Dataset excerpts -

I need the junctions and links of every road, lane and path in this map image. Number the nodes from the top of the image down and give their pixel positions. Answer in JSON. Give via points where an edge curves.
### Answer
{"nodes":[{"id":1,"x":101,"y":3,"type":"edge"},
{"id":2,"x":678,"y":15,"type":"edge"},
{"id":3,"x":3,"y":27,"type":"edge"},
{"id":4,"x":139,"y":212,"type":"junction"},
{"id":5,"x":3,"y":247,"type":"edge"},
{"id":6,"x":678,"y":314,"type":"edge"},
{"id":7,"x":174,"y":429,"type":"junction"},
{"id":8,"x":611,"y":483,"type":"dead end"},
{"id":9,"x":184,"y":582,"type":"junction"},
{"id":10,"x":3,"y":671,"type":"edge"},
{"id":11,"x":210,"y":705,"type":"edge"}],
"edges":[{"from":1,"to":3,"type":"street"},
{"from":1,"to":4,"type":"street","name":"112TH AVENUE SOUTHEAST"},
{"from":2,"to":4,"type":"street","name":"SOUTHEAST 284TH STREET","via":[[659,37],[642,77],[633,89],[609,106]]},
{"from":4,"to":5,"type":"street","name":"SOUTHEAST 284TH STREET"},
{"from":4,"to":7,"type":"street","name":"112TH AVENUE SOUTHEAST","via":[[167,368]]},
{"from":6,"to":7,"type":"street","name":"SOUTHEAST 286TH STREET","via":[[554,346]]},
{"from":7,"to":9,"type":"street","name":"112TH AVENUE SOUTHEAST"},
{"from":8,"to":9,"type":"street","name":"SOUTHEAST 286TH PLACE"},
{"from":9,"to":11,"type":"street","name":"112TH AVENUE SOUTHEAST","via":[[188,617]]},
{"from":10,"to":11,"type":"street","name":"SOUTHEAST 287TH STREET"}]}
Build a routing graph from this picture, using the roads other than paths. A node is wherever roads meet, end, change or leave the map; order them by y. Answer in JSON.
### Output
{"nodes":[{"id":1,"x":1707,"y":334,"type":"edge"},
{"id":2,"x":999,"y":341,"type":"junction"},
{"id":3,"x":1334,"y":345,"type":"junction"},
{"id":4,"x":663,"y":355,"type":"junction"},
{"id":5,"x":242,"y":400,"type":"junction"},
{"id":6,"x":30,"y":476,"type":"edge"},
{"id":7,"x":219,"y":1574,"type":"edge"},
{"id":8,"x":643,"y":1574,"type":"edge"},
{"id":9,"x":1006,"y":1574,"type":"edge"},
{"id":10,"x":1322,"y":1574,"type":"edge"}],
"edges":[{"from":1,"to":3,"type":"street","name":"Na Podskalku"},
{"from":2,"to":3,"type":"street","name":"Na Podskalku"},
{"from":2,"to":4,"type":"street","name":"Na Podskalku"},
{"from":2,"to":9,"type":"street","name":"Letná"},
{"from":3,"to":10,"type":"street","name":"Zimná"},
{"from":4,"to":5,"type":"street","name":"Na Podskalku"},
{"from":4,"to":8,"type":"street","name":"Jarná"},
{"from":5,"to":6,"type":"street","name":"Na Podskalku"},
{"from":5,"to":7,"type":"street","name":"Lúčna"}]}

Instructions to follow -
Print the entire set of records again, exactly.

Response to the task -
I need the junctions and links of every road, lane and path in this map image. Number the nodes from the top of the image down and give their pixel positions. Answer in JSON. Give via points where an edge curves.
### Answer
{"nodes":[{"id":1,"x":101,"y":3,"type":"edge"},
{"id":2,"x":678,"y":15,"type":"edge"},
{"id":3,"x":3,"y":27,"type":"edge"},
{"id":4,"x":139,"y":212,"type":"junction"},
{"id":5,"x":3,"y":247,"type":"edge"},
{"id":6,"x":678,"y":314,"type":"edge"},
{"id":7,"x":174,"y":429,"type":"junction"},
{"id":8,"x":611,"y":483,"type":"dead end"},
{"id":9,"x":184,"y":582,"type":"junction"},
{"id":10,"x":3,"y":671,"type":"edge"},
{"id":11,"x":210,"y":705,"type":"edge"}],
"edges":[{"from":1,"to":3,"type":"street"},
{"from":1,"to":4,"type":"street","name":"112TH AVENUE SOUTHEAST"},
{"from":2,"to":4,"type":"street","name":"SOUTHEAST 284TH STREET","via":[[659,37],[642,77],[633,89],[609,106]]},
{"from":4,"to":5,"type":"street","name":"SOUTHEAST 284TH STREET"},
{"from":4,"to":7,"type":"street","name":"112TH AVENUE SOUTHEAST","via":[[167,368]]},
{"from":6,"to":7,"type":"street","name":"SOUTHEAST 286TH STREET","via":[[554,346]]},
{"from":7,"to":9,"type":"street","name":"112TH AVENUE SOUTHEAST"},
{"from":8,"to":9,"type":"street","name":"SOUTHEAST 286TH PLACE"},
{"from":9,"to":11,"type":"street","name":"112TH AVENUE SOUTHEAST","via":[[188,617]]},
{"from":10,"to":11,"type":"street","name":"SOUTHEAST 287TH STREET"}]}
Build a routing graph from this picture, using the roads other than paths. A node is wherever roads meet, end, change or leave the map; order them by y. Answer in JSON.
### Output
{"nodes":[{"id":1,"x":1707,"y":334,"type":"edge"},
{"id":2,"x":999,"y":341,"type":"junction"},
{"id":3,"x":1334,"y":345,"type":"junction"},
{"id":4,"x":663,"y":355,"type":"junction"},
{"id":5,"x":242,"y":400,"type":"junction"},
{"id":6,"x":30,"y":476,"type":"edge"},
{"id":7,"x":219,"y":1574,"type":"edge"},
{"id":8,"x":643,"y":1574,"type":"edge"},
{"id":9,"x":1006,"y":1574,"type":"edge"},
{"id":10,"x":1322,"y":1574,"type":"edge"}],
"edges":[{"from":1,"to":3,"type":"street","name":"Na Podskalku"},
{"from":2,"to":3,"type":"street","name":"Na Podskalku"},
{"from":2,"to":4,"type":"street","name":"Na Podskalku"},
{"from":2,"to":9,"type":"street","name":"Letná"},
{"from":3,"to":10,"type":"street","name":"Zimná"},
{"from":4,"to":5,"type":"street","name":"Na Podskalku"},
{"from":4,"to":8,"type":"street","name":"Jarná"},
{"from":5,"to":6,"type":"street","name":"Na Podskalku"},
{"from":5,"to":7,"type":"street","name":"Lúčna"}]}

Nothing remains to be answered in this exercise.